17:00 – 米国:ISMサービス業PMI(USD)
ISMサービス業PMIは、報告月の米国サービス部門の活動を測定する。PMIは、サービス部門のサプライ・エグゼクティブを対象とした調査から算出される。PMIが50を上回ると、米ドル相場に好影響を与える可能性がある。
2024年7月のサービス業PMIは51.4%に上昇し、6月の短期間の縮小の後、セクターの成長を示した。主要指数は改善し、企業活動は54.5%、新規受注は52.4%、雇用は51.1%となった。サプライヤー納期は47.6%に低下したが、これは納期の短縮を反映している。このセクターは50か月間で47回拡大しており、コスト上昇にもかかわらず回復力を示している。
エコノミストは、サービス業PMIが51.7%に上昇すると予想している。
17:00 – 米国:EIA原油在庫変動(USD)
原油在庫変動指標は、エネルギー情報局(EIA)が毎週発表している。この指標は、米国企業が保有する商業用原油の量(バレル)を測定し、世界の原油価格に影響を与える。在庫の増加は石油需要の減少を示し、石油価格の下落につながる可能性がある。
2024年8月16日を最終日とする週、米国の製油所の稼働率は92.3%、原油投入量は一日当たり1,670万バレルとなった。原油輸入量は一日当たり670万バレルに増加し、原油・石油在庫は5年平均を下回り、全体で590万バレル減少した。製品総供給量は前年比で2.3%減少した。

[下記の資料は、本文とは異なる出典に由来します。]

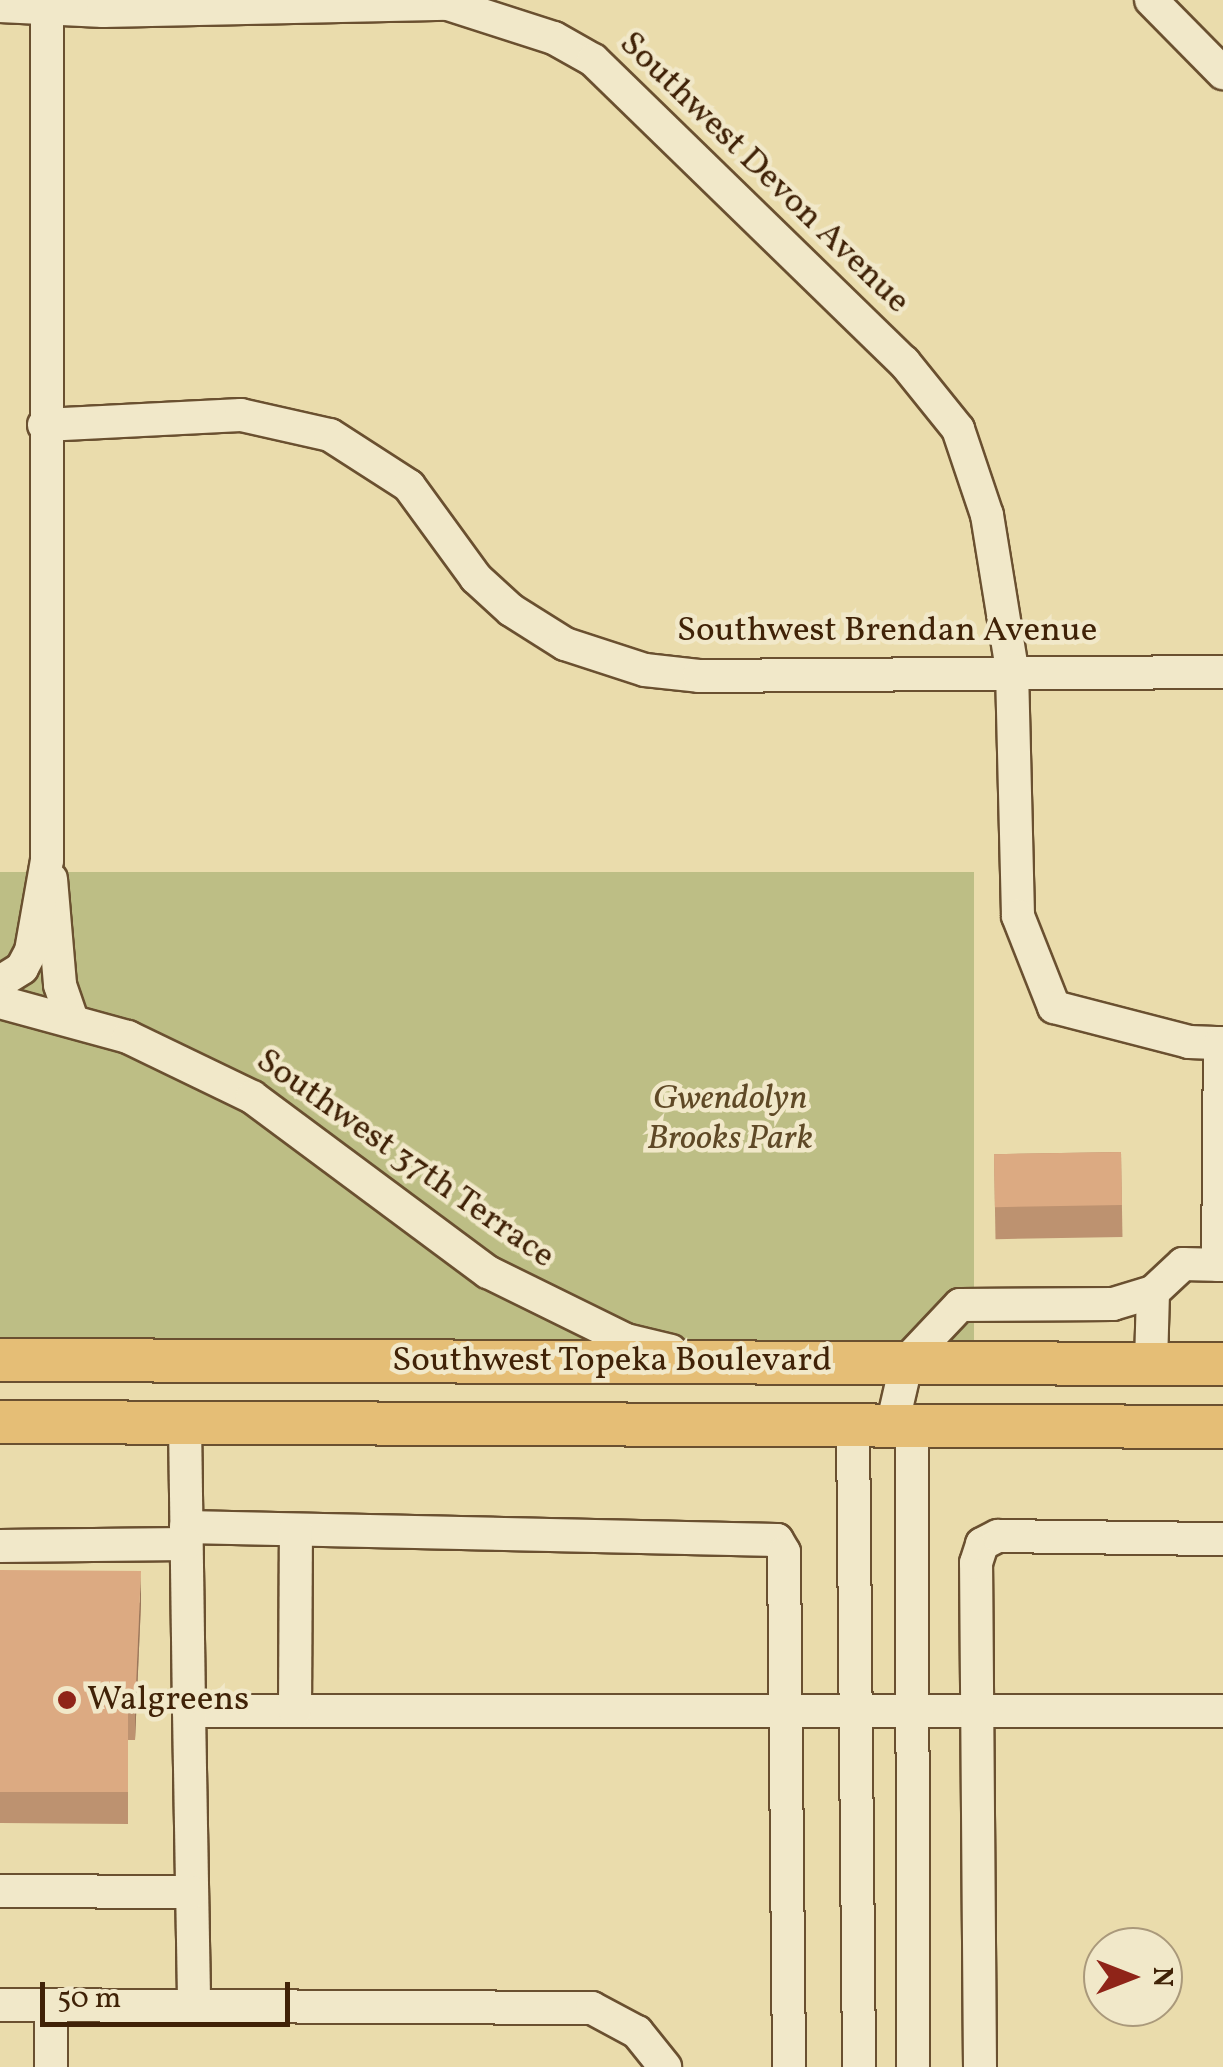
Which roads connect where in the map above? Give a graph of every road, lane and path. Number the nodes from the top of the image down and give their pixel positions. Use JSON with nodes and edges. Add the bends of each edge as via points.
{"nodes":[{"id":1,"x":1151,"y":0,"type":"edge"},
{"id":2,"x":47,"y":4,"type":"edge"},
{"id":3,"x":0,"y":6,"type":"edge"},
{"id":4,"x":1223,"y":73,"type":"edge"},
{"id":5,"x":44,"y":425,"type":"junction"},
{"id":6,"x":1012,"y":670,"type":"junction"},
{"id":7,"x":1223,"y":672,"type":"edge"},
{"id":8,"x":46,"y":860,"type":"junction"},
{"id":9,"x":0,"y":982,"type":"edge"},
{"id":10,"x":0,"y":1002,"type":"edge"},
{"id":11,"x":71,"y":1017,"type":"junction"},
{"id":12,"x":1222,"y":1043,"type":"edge"},
{"id":13,"x":1221,"y":1265,"type":"edge"},
{"id":14,"x":1153,"y":1292,"type":"junction"},
{"id":15,"x":0,"y":1360,"type":"edge"},
{"id":16,"x":709,"y":1360,"type":"junction"},
{"id":17,"x":908,"y":1361,"type":"junction"},
{"id":18,"x":1151,"y":1364,"type":"junction"},
{"id":19,"x":1223,"y":1364,"type":"edge"},
{"id":20,"x":0,"y":1422,"type":"edge"},
{"id":21,"x":185,"y":1423,"type":"junction"},
{"id":22,"x":886,"y":1426,"type":"junction"},
{"id":23,"x":1223,"y":1427,"type":"edge"},
{"id":24,"x":296,"y":1530,"type":"junction"},
{"id":25,"x":186,"y":1536,"type":"junction"},
{"id":26,"x":1223,"y":1539,"type":"edge"},
{"id":27,"x":0,"y":1546,"type":"edge"},
{"id":28,"x":189,"y":1711,"type":"junction"},
{"id":29,"x":296,"y":1711,"type":"junction"},
{"id":30,"x":784,"y":1711,"type":"junction"},
{"id":31,"x":859,"y":1711,"type":"junction"},
{"id":32,"x":912,"y":1711,"type":"junction"},
{"id":33,"x":1223,"y":1711,"type":"edge"},
{"id":34,"x":979,"y":1712,"type":"junction"},
{"id":35,"x":0,"y":1891,"type":"edge"},
{"id":36,"x":192,"y":1892,"type":"junction"},
{"id":37,"x":0,"y":2005,"type":"edge"},
{"id":38,"x":51,"y":2005,"type":"junction"},
{"id":39,"x":194,"y":2006,"type":"junction"},
{"id":40,"x":51,"y":2067,"type":"edge"},
{"id":41,"x":665,"y":2067,"type":"edge"},
{"id":42,"x":789,"y":2067,"type":"edge"},
{"id":43,"x":859,"y":2067,"type":"edge"},
{"id":44,"x":913,"y":2067,"type":"edge"},
{"id":45,"x":980,"y":2067,"type":"edge"}],
"edges":[{"from":1,"to":4,"type":"street"},
{"from":2,"to":3,"type":"street","name":"Southwest Devon Avenue"},
{"from":2,"to":5,"type":"street"},
{"from":2,"to":6,"type":"street","name":"Southwest Devon Avenue","via":[[432,3],[492,14],[594,60],[904,362],[958,429],[987,515]]},
{"from":5,"to":6,"type":"street","name":"Southwest Brendan Avenue","via":[[242,416],[330,434],[409,486],[476,578],[511,610],[565,644],[645,670],[699,676]]},
{"from":5,"to":8,"type":"street"},
{"from":6,"to":7,"type":"street","name":"Southwest Brendan Avenue"},
{"from":6,"to":12,"type":"street","name":"Southwest Devon Avenue","via":[[1018,916],[1054,1007],[1189,1042]]},
{"from":8,"to":9,"type":"street","via":[[31,951],[22,968]]},
{"from":8,"to":11,"type":"street","via":[[58,906],[60,985]]},
{"from":10,"to":11,"type":"street","name":"Southwest 37th Terrace"},
{"from":11,"to":16,"type":"street","name":"Southwest 37th Terrace","via":[[178,1058],[252,1097],[488,1272],[536,1298],[626,1340]]},
{"from":12,"to":13,"type":"street"},
{"from":13,"to":14,"type":"street","via":[[1182,1264]]},
{"from":14,"to":17,"type":"street","via":[[1113,1304],[960,1305]]},
{"from":14,"to":18,"type":"street"},
{"from":15,"to":16,"type":"main road","name":"Southwest Topeka Boulevard"},
{"from":16,"to":17,"type":"main road","name":"Southwest Topeka Boulevard"},
{"from":17,"to":18,"type":"main road","name":"Southwest Topeka Boulevard"},
{"from":17,"to":22,"type":"street"},
{"from":18,"to":19,"type":"main road","name":"Southwest Topeka Boulevard"},
{"from":20,"to":21,"type":"main road","name":"Southwest Topeka Boulevard"},
{"from":21,"to":22,"type":"main road","name":"Southwest Topeka Boulevard"},
{"from":21,"to":25,"type":"street"},
{"from":22,"to":23,"type":"main road","name":"Southwest Topeka Boulevard"},
{"from":22,"to":31,"type":"street"},
{"from":22,"to":32,"type":"street"},
{"from":24,"to":25,"type":"street"},
{"from":24,"to":29,"type":"street"},
{"from":24,"to":30,"type":"street","via":[[777,1540],[784,1552]]},
{"from":25,"to":27,"type":"street"},
{"from":25,"to":28,"type":"street"},
{"from":26,"to":34,"type":"street","via":[[998,1536],[982,1544],[976,1562]]},
{"from":28,"to":29,"type":"street"},
{"from":28,"to":36,"type":"street"},
{"from":29,"to":30,"type":"street"},
{"from":30,"to":31,"type":"street"},
{"from":30,"to":42,"type":"street"},
{"from":31,"to":32,"type":"street"},
{"from":31,"to":43,"type":"street"},
{"from":32,"to":34,"type":"street"},
{"from":32,"to":44,"type":"street"},
{"from":33,"to":34,"type":"street"},
{"from":34,"to":45,"type":"street"},
{"from":35,"to":36,"type":"street"},
{"from":36,"to":39,"type":"street"},
{"from":37,"to":38,"type":"street"},
{"from":38,"to":39,"type":"street"},
{"from":38,"to":40,"type":"street"},
{"from":39,"to":41,"type":"street","via":[[592,2008],[637,2032]]}]}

アナリストは、原油在庫が290万バレル減少すると予想している。
15:30 – カナダ:雇用統計(CAD)
前月の雇用者数の変化。一般的に、実際の数値が予測を上回ると、その通貨にとってプラスとなる。
カナダの7月の雇用者数は2,800人の微減、雇用率は0.2ポイント低下し60.9%となった。失業率は6.4%で安定した。
アナリストは、8月の新規雇用は8,000人、失業率は6.3%にとどまると予想している。
15:30 – 米国:非農業部門雇用者数(USD)
非農業部門雇用者数は、その月の非農業部門全体の新規雇用者数を示す。この指標が上昇すると、ドルの価値にプラスの影響を与える可能性がある。

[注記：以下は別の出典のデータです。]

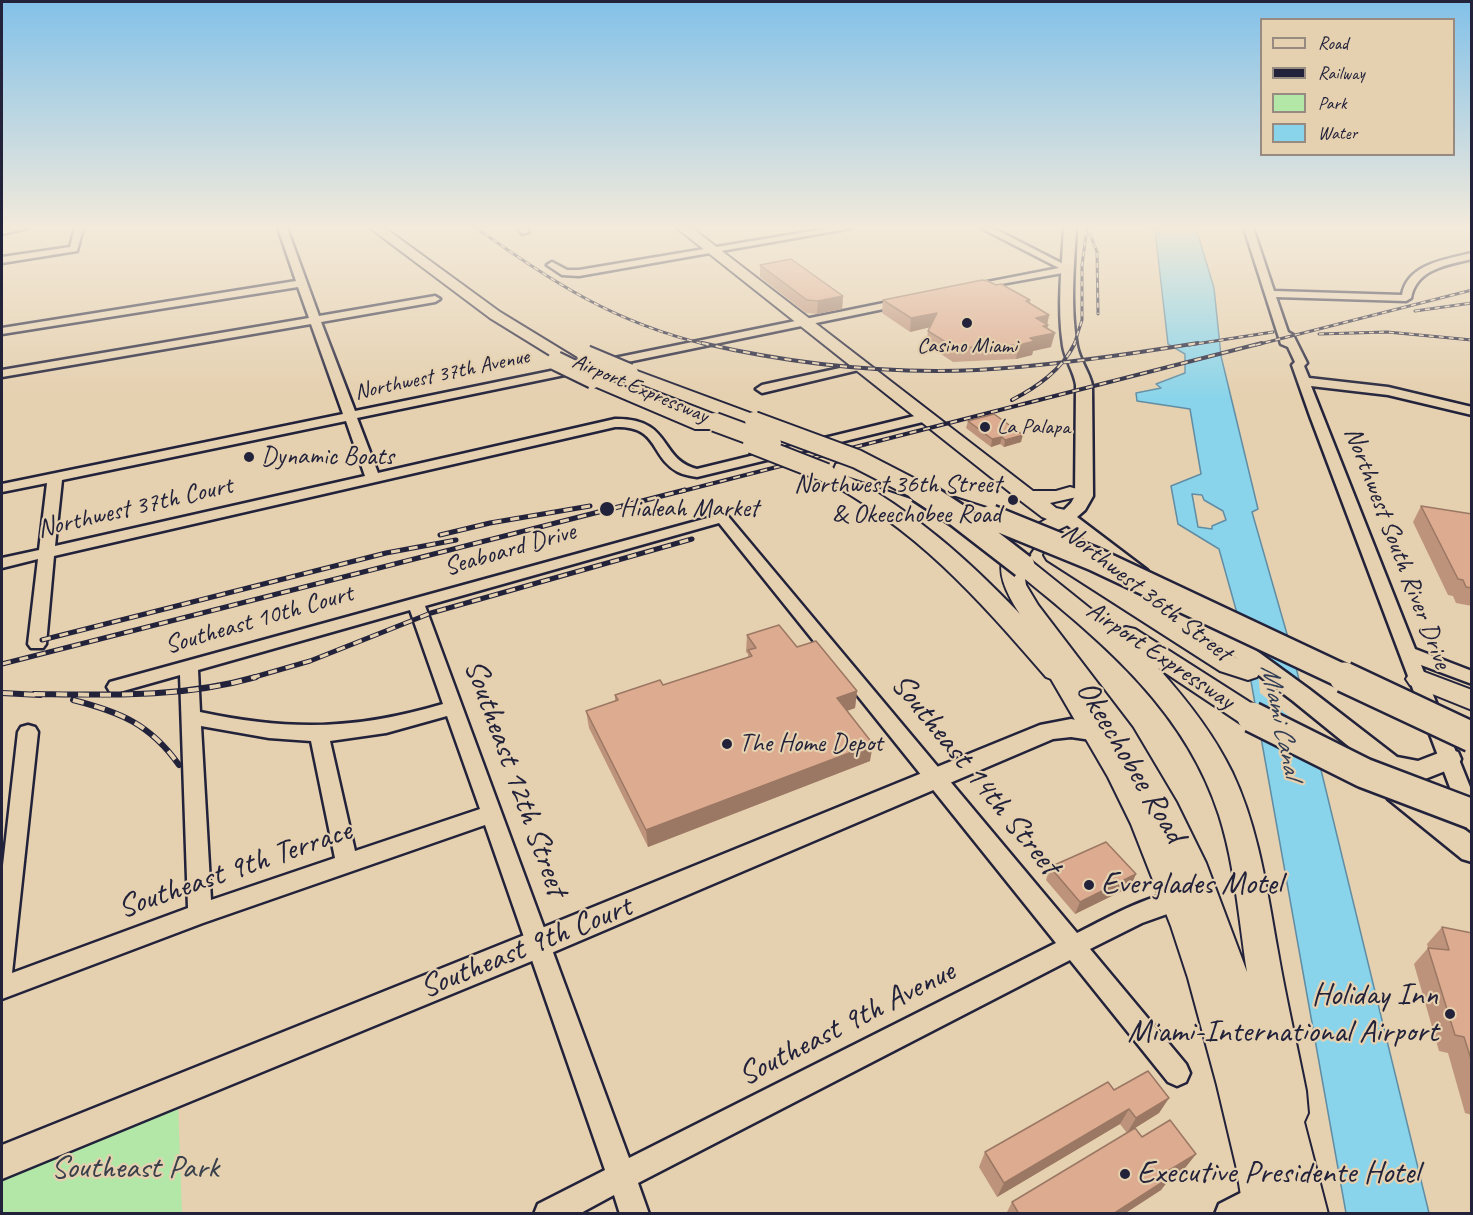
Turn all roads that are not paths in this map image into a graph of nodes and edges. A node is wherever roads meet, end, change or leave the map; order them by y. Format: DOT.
graph roads {
  1 [pos="291,285"];
  2 [pos="303,285"];
  3 [pos="442,285"];
  4 [pos="476,285"];
  5 [pos="756,285"];
  6 [pos="990,285"];
  7 [pos="1068,285"];
  8 [pos="1269,285"];
  9 [pos="1409,285"];
  10 [pos="958,291"];
  11 [pos="1272,294"];
  12 [pos="435,299"];
  13 [pos="912,300"];
  14 [pos="314,320"];
  15 [pos="804,322"];
  16 [pos="2,331"];
  17 [pos="570,358"];
  18 [pos="863,366"];
  19 [pos="2,374"];
  20 [pos="1305,385"];
  21 [pos="762,389"];
  22 [pos="1451,409"];
  23 [pos="1472,411"];
  24 [pos="349,416"];
  25 [pos="927,417"];
  26 [pos="1472,418"];
  27 [pos="835,471"];
  28 [pos="56,477"];
  29 [pos="373,478"];
  30 [pos="2,488"];
  31 [pos="1028,497"];
  32 [pos="1076,497"];
  33 [pos="722,518"];
  34 [pos="1056,518"];
  35 [pos="989,519"];
  36 [pos="1089,535"];
  37 [pos="46,553"];
  38 [pos="2,563"];
  39 [pos="416,603"];
  40 [pos="1086,611"];
  41 [pos="37,644"];
  42 [pos="189,666"];
  43 [pos="1415,666"];
  44 [pos="1254,671"];
  45 [pos="1472,678"];
  46 [pos="1063,679"];
  47 [pos="116,687"];
  48 [pos="1472,701"];
  49 [pos="1080,703"];
  50 [pos="453,708"];
  51 [pos="192,717"];
  52 [pos="1323,721"];
  53 [pos="1049,731"];
  54 [pos="28,732"];
  55 [pos="1098,732"];
  56 [pos="319,734"];
  57 [pos="1472,737"];
  58 [pos="1449,759"];
  59 [pos="1140,765"];
  60 [pos="1388,765"];
  61 [pos="935,779"];
  62 [pos="1472,813"];
  63 [pos="491,814"];
  64 [pos="1472,828"];
  65 [pos="1472,851"];
  66 [pos="347,864"];
  67 [pos="1179,900"];
  68 [pos="200,914"];
  69 [pos="538,944"];
  70 [pos="1074,947"];
  71 [pos="2,969"];
  72 [pos="2,988"];
  73 [pos="1177,1073"];
  74 [pos="1288,1134"];
  75 [pos="2,1162"];
  76 [pos="622,1176"];
  77 [pos="1264,1204"];
  78 [pos="548,1214"];
  79 [pos="635,1214"];
  80 [pos="1229,1214"];
  81 [pos="1307,1214"];
  1 -- 16 [label="street"];
  2 -- 14 [label="street"];
  3 -- 17 [label="highway"];
  4 -- 17 [label="highway, Airport Expressway"];
  5 -- 15 [label="highway, Northwest 36th Street"];
  6 -- 10 [label="street"];
  7 -- 32 [label="main road"];
  8 -- 11 [label="street, Northwest South River Drive"];
  9 -- 11 [label="street"];
  11 -- 20 [label="street, Northwest South River Drive"];
  12 -- 14 [label="street"];
  13 -- 15 [label="street, Northwest 37th Avenue"];
  14 -- 19 [label="street"];
  14 -- 24 [label="street"];
  15 -- 18 [label="highway, Northwest 36th Street"];
  15 -- 24 [label="street, Northwest 37th Avenue"];
  17 -- 27 [label="highway, bridge"];
  17 -- 40 [label="highway, Airport Expressway, bridge"];
  18 -- 21 [label="street"];
  18 -- 25 [label="highway, Northwest 36th Street"];
  20 -- 22 [label="street"];
  20 -- 43 [label="street, Northwest South River Drive"];
  22 -- 23 [label="street"];
  22 -- 26 [label="street"];
  24 -- 28 [label="street, Northwest 37th Avenue"];
  24 -- 29 [label="street"];
  25 -- 29 [label="street, Northwest 37th Court"];
  25 -- 31 [label="highway, Northwest 36th Street"];
  27 -- 35 [label="highway"];
  27 -- 46 [label="highway"];
  28 -- 30 [label="street, Northwest 37th Avenue"];
  28 -- 37 [label="street"];
  29 -- 37 [label="street, Northwest 37th Court"];
  31 -- 32 [label="highway"];
  31 -- 34 [label="highway, Northwest 36th Street"];
  32 -- 34 [label="main road"];
  32 -- 36 [label="main road"];
  33 -- 39 [label="street, Seaboard Drive"];
  33 -- 61 [label="street, Southeast 14th Street"];
  34 -- 36 [label="main road, Northwest 36th Street"];
  34 -- 44 [label="main road, Northwest 36th Street"];
  34 -- 46 [label="highway, Okeechobee Road"];
  34 -- 59 [label="highway, Okeechobee Road"];
  35 -- 44 [label="highway"];
  35 -- 57 [label="highway, Airport Expressway, bridge"];
  36 -- 44 [label="main road, Northwest 36th Street"];
  37 -- 38 [label="street, Northwest 37th Court"];
  37 -- 41 [label="street"];
  39 -- 42 [label="street, Southeast 10th Court"];
  39 -- 50 [label="street, Southeast 12th Street"];
  40 -- 62 [label="highway, Airport Expressway, bridge"];
  40 -- 74 [label="highway"];
  42 -- 47 [label="street, Southeast 10th Court"];
  42 -- 51 [label="street"];
  43 -- 45 [label="street"];
  43 -- 48 [label="highway"];
  43 -- 58 [label="street, Northwest South River Drive"];
  44 -- 52 [label="main road, Northwest 36th Street"];
  46 -- 49 [label="highway, Okeechobee Road"];
  49 -- 53 [label="main road, Southeast 9th Court"];
  49 -- 55 [label="highway, Okeechobee Road"];
  50 -- 56 [label="street"];
  50 -- 63 [label="street, Southeast 12th Street"];
  51 -- 56 [label="street"];
  51 -- 68 [label="street"];
  52 -- 60 [label="main road, Northwest 36th Street"];
  52 -- 65 [label="main road, Northwest 36th Street"];
  53 -- 55 [label="main road, Southeast 9th Court"];
  53 -- 61 [label="main road, Southeast 9th Court"];
  54 -- 71 [label="street"];
  55 -- 59 [label="highway"];
  55 -- 67 [label="highway, Okeechobee Road"];
  56 -- 66 [label="street"];
  58 -- 60 [label="main road"];
  58 -- 62 [label="street, Northwest South River Drive"];
  59 -- 74 [label="highway, Okeechobee Road"];
  60 -- 64 [label="main road, Northwest 36th Street"];
  61 -- 69 [label="main road, Southeast 9th Court"];
  61 -- 70 [label="street, Southeast 14th Street"];
  63 -- 66 [label="street, Southeast 9th Terrace"];
  63 -- 69 [label="street, Southeast 12th Street"];
  66 -- 68 [label="street, Southeast 9th Terrace"];
  67 -- 70 [label="street, Southeast 9th Avenue"];
  67 -- 77 [label="highway, Okeechobee Road"];
  68 -- 72 [label="street, Southeast 9th Terrace"];
  69 -- 75 [label="main road, Southeast 9th Court"];
  69 -- 76 [label="street, Southeast 12th Street"];
  70 -- 73 [label="street, Southeast 14th Street"];
  70 -- 76 [label="street, Southeast 9th Avenue"];
  74 -- 81 [label="highway, Okeechobee Road"];
  76 -- 78 [label="street, Southeast 9th Avenue"];
  76 -- 79 [label="street, Southeast 12th Street"];
  77 -- 80 [label="street"];
}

2024年7月、米国の失業率は4.3%に上昇し、非農業部門雇用者数は11万4,000人増加した。ヘルスケア、建設、運輸、倉庫業で雇用が増加したが、情報産業では雇用が減少した。平均時給は0.2%上昇し35.07ドル、平均労働時間は若干減少し34.2時間となった。
アナリストは、非農業部門雇用者数は10万4,000人増、失業率は4.2%にとどまると予測している。
17:00 – カナダ:Ivey PMI(CAD)
Ivey購買担当者景気指数(PMI)は、カナダの購買担当者の活動を測定するもので、数値が50を上回ると景気拡大、50を下回ると景気縮小を示す。PMIは景気の先行指標として注視されている。予想を上回ればカナダドルにプラス、下回ればマイナスとなる。前回のIvey PMIは57.6で、予想の60.0を下回った。
エコノミストは、今度の発表では57.9と、若干の改善を予想している。